## Task
Every line below that carries the word "德润大道" needs to be copied.

Data supplied section start

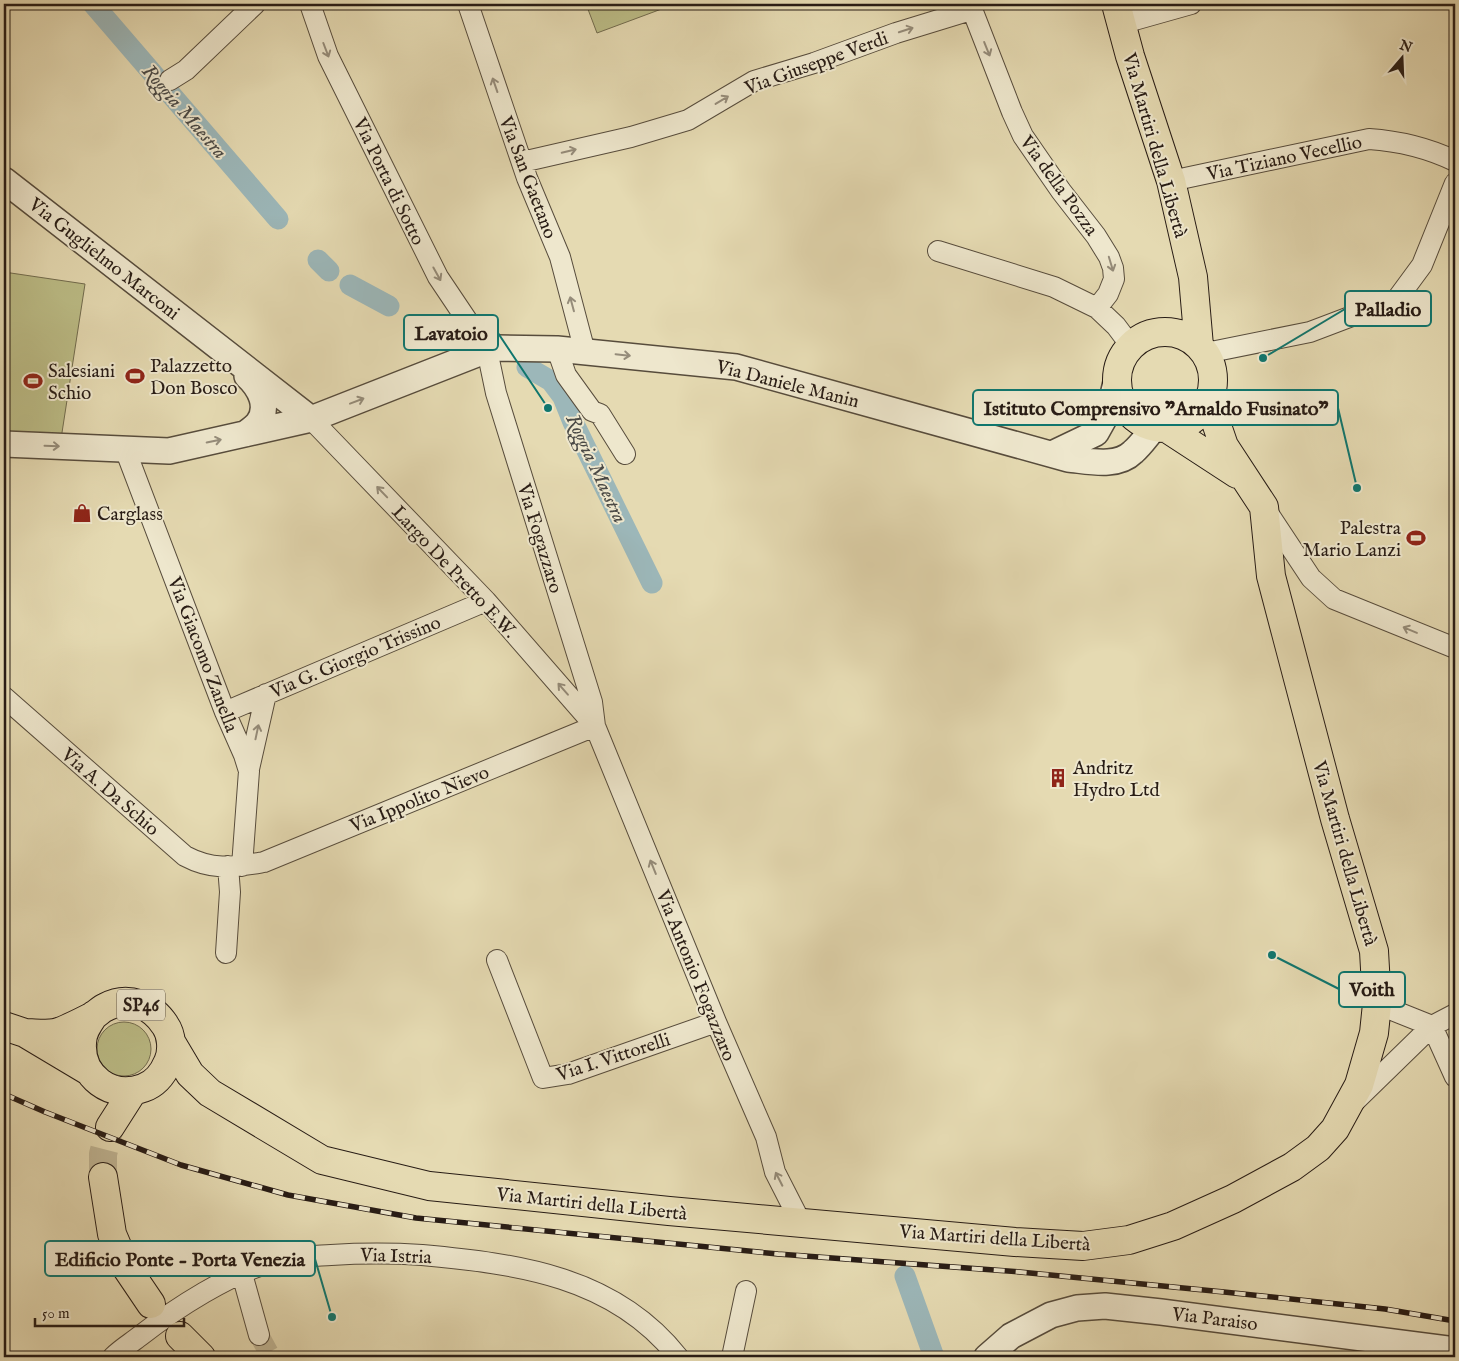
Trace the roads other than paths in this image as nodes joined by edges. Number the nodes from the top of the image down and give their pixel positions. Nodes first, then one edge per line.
1 (255, 4) edge
2 (310, 4) edge
3 (468, 4) edge
4 (1190, 4) edge
5 (970, 7) edge
6 (1118, 14) edge
7 (170, 80) dead end
8 (1455, 161) edge
9 (522, 162) junction
10 (4, 180) edge
11 (1171, 182) junction
12 (1455, 183) edge
13 (938, 251) dead end
14 (1194, 286) junction
15 (1096, 308) junction
16 (1166, 332) junction
17 (206, 337) junction
18 (1131, 346) junction
19 (557, 349) junction
20 (487, 350) junction
21 (1203, 350) junction
22 (585, 352) junction
23 (1117, 378) junction
24 (1209, 402) junction
25 (312, 419) junction
26 (1161, 428) junction
27 (1096, 433) junction
28 (246, 434) junction
29 (4, 444) edge
30 (125, 449) junction
31 (625, 454) dead end
32 (1052, 454) junction
33 (1112, 462) junction
34 (1244, 479) junction
35 (1264, 508) junction
36 (486, 601) junction
37 (1455, 648) edge
38 (266, 694) junction
39 (4, 697) edge
40 (225, 712) junction
41 (595, 726) junction
42 (249, 771) junction
43 (235, 866) junction
44 (226, 953) dead end
45 (497, 960) dead end
46 (1378, 1004) junction
47 (1455, 1014) edge
48 (94, 1015) junction
49 (716, 1022) junction
50 (1432, 1026) junction
51 (14, 1029) edge
52 (171, 1042) junction
53 (1455, 1077) edge
54 (95, 1078) junction
55 (144, 1086) junction
56 (210, 1093) junction
57 (1347, 1108) junction
58 (104, 1178) tunnel mouth
59 (801, 1223) junction
60 (242, 1274) junction
61 (746, 1291) dead end
62 (151, 1304) dead end
63 (259, 1335) tunnel mouth
64 (180, 1336) dead end
65 (1455, 1350) edge
66 (113, 1357) edge
67 (201, 1357) edge
68 (678, 1357) edge
69 (732, 1357) edge
70 (987, 1357) edge

1 - 7 street
2 -> 20 street, Via Porta di Sotto
9 -> 3 street, Via San Gaetano
4 - 6 street
9 -> 5 street, Via Giuseppe Verdi
5 -> 15 street, Via della Pozza
6 - 11 main road, Via Martiri della Libertà
8 - 11 street, Via Tiziano Vecellio
22 -> 9 street, Via San Gaetano
10 - 17 street, Via Guglielmo Marconi
11 - 14 main road, Via Martiri della Libertà
12 - 21 street
13 - 15 street
14 - 16 main road
14 - 21 main road, Via Martiri della Libertà
15 - 18 street
16 - 18 main road
16 - 21 main road
17 - 25 street, Via Guglielmo Marconi
17 - 28 street, Via Guglielmo Marconi
18 - 23 main road
19 - 20 street, Via Daniele Manin
19 - 22 street, Via Daniele Manin
19 - 31 street
25 -> 20 street, Via Daniele Manin
20 - 41 street, Via Fogazzaro
21 - 24 main road, Via Martiri della Libertà
22 -> 32 street, Via Daniele Manin
23 - 26 main road, Via Martiri della Libertà
23 - 27 street
24 - 26 main road
24 - 34 main road, Via Martiri della Libertà
25 - 28 street, Via Daniele Manin
36 -> 25 street, Largo De Pretto E.W.
26 - 33 street
26 - 34 main road, Via Martiri della Libertà
27 - 32 street
27 - 33 street
30 -> 28 street, Via Daniele Manin
29 -> 30 street, Via Daniele Manin
30 - 40 street, Via Giacomo Zanella
32 - 33 street, Via Daniele Manin
34 - 35 main road, Via Martiri della Libertà
37 -> 35 street
35 - 46 main road, Via Martiri della Libertà
36 - 38 street, Via G. Giorgio Trissino
41 -> 36 street, Largo De Pretto E.W.
38 - 40 street, Via G. Giorgio Trissino
42 -> 38 street
39 - 43 street, Via A. Da Schio
40 - 42 street, Via Giacomo Zanella
41 - 43 street, Via Ippolito Nievo
49 -> 41 street, Via Antonio Fogazzaro
42 - 43 street, Via Giacomo Zanella
43 - 44 street
45 - 49 street, Via I. Vittorelli
46 - 50 street
46 - 57 main road, Via Martiri della Libertà
47 - 50 street
48 - 51 main road, SP46
48 - 52 main road, SP46
48 - 54 main road, SP46
59 -> 49 street, Via Antonio Fogazzaro
50 - 53 street
50 - 57 street
51 - 54 main road, SP46
52 - 55 main road, SP46
52 - 56 main road, Via Martiri della Libertà
54 - 55 main road
54 - 55 main road, SP46
55 - 56 main road, Via Martiri della Libertà
56 - 59 main road, Via Martiri della Libertà
57 - 59 main road, Via Martiri della Libertà
58 - 62 main road
60 - 63 street
60 - 66 street, Via Istria
60 - 68 street, Via Istria
61 - 69 street
64 - 67 main road
65 - 70 street, Via Paraiso

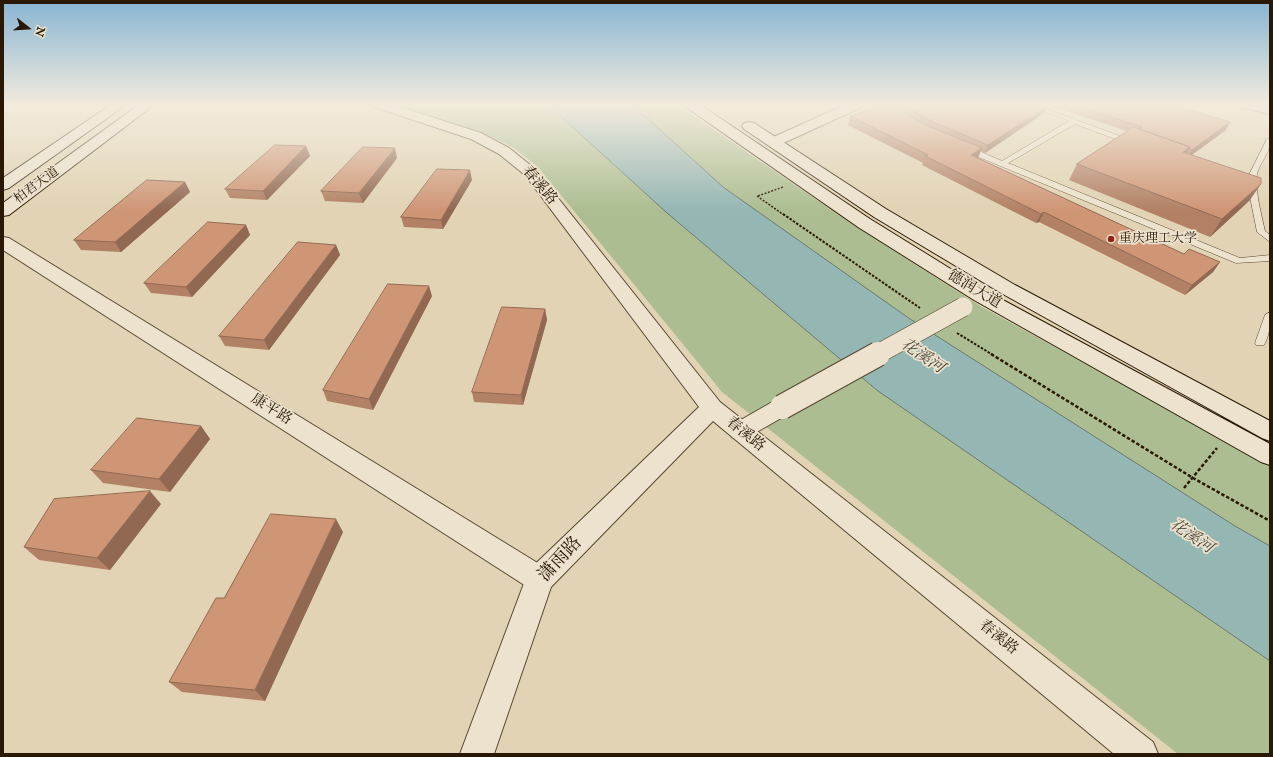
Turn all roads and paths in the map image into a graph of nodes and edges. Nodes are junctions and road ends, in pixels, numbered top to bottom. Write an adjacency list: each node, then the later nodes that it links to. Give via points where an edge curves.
1 (69, 139): 14 (street, 柏君大道)
2 (100, 139): 16 (street, 柏君大道)
3 (482, 139): 25 (street, 春溪路, via 504,151 530,172)
4 (742, 139): 20 (street, 德润大道, via 864,223)
5 (770, 139): 10 (street, 德润大道)
6 (780, 139): 10 (street)
7 (1044, 139): 13 (lane)
8 (1126, 139): 12 (lane)
9 (1270, 141): 17 (lane, via 1253,174 1251,185 1261,232)
10 (774, 142): 27 (street, 德润大道, via 880,213 1008,289)
11 (958, 145): 13 (lane)
12 (1142, 145)
13 (1002, 164): 19 (lane, via 1239,261)
14 (3, 185)
15 (786, 186): 21 (path, via 757,196)
16 (3, 211)
17 (1270, 239)
18 (3, 242): 33 (street, 康平路)
19 (1270, 258)
20 (981, 296): 26 (street, bridge); 29 (street, 德润大道)
21 (924, 310)
22 (1270, 316): 24 (lane)
23 (956, 332): 30 (path)
24 (1260, 343)
25 (712, 408): 26 (street, 春溪路); 33 (street, 潇雨路)
26 (740, 431): 35 (street, 春溪路)
27 (1270, 432)
28 (1220, 446): 30 (path)
29 (1270, 455)
30 (1193, 478): 31 (path); 32 (path)
31 (1184, 488)
32 (1270, 521)
33 (539, 578): 34 (street, 潇雨路)
34 (477, 754)
35 (1141, 754)

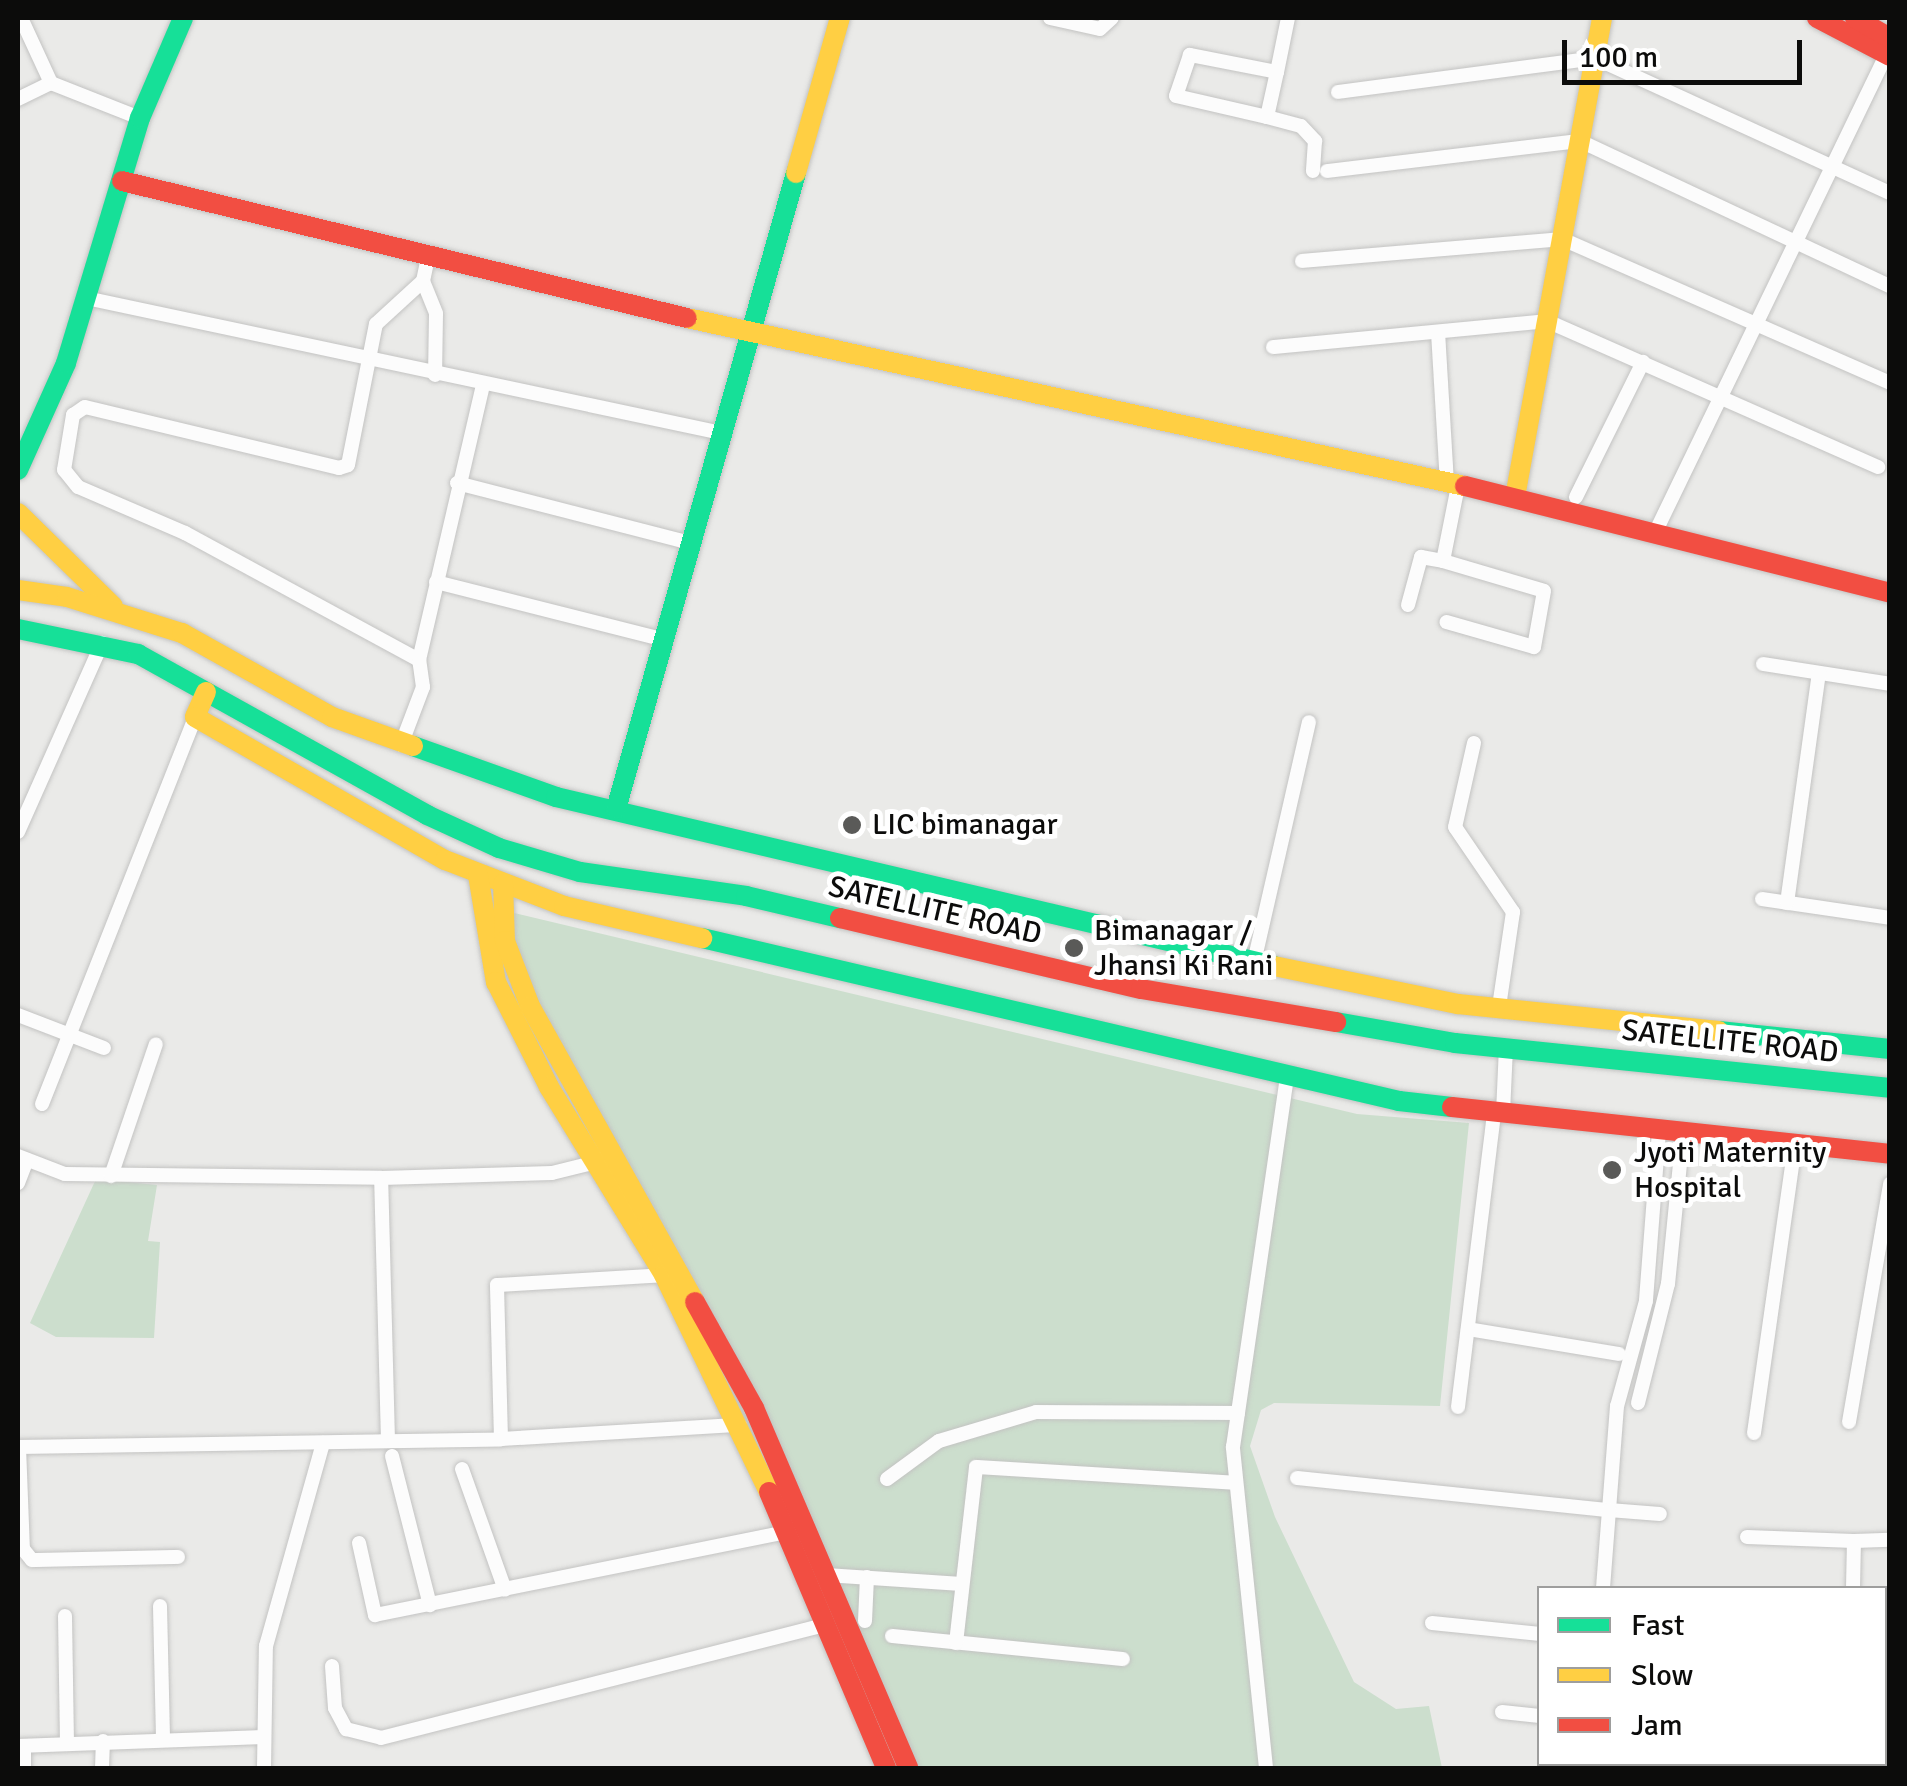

Data supplied section end

## Answer space
4 (742, 139): 20 (street, 德润大道, via 864,223)
5 (770, 139): 10 (street, 德润大道)
10 (774, 142): 27 (street, 德润大道, via 880,213 1008,289)
20 (981, 296): 26 (street, bridge); 29 (street, 德润大道)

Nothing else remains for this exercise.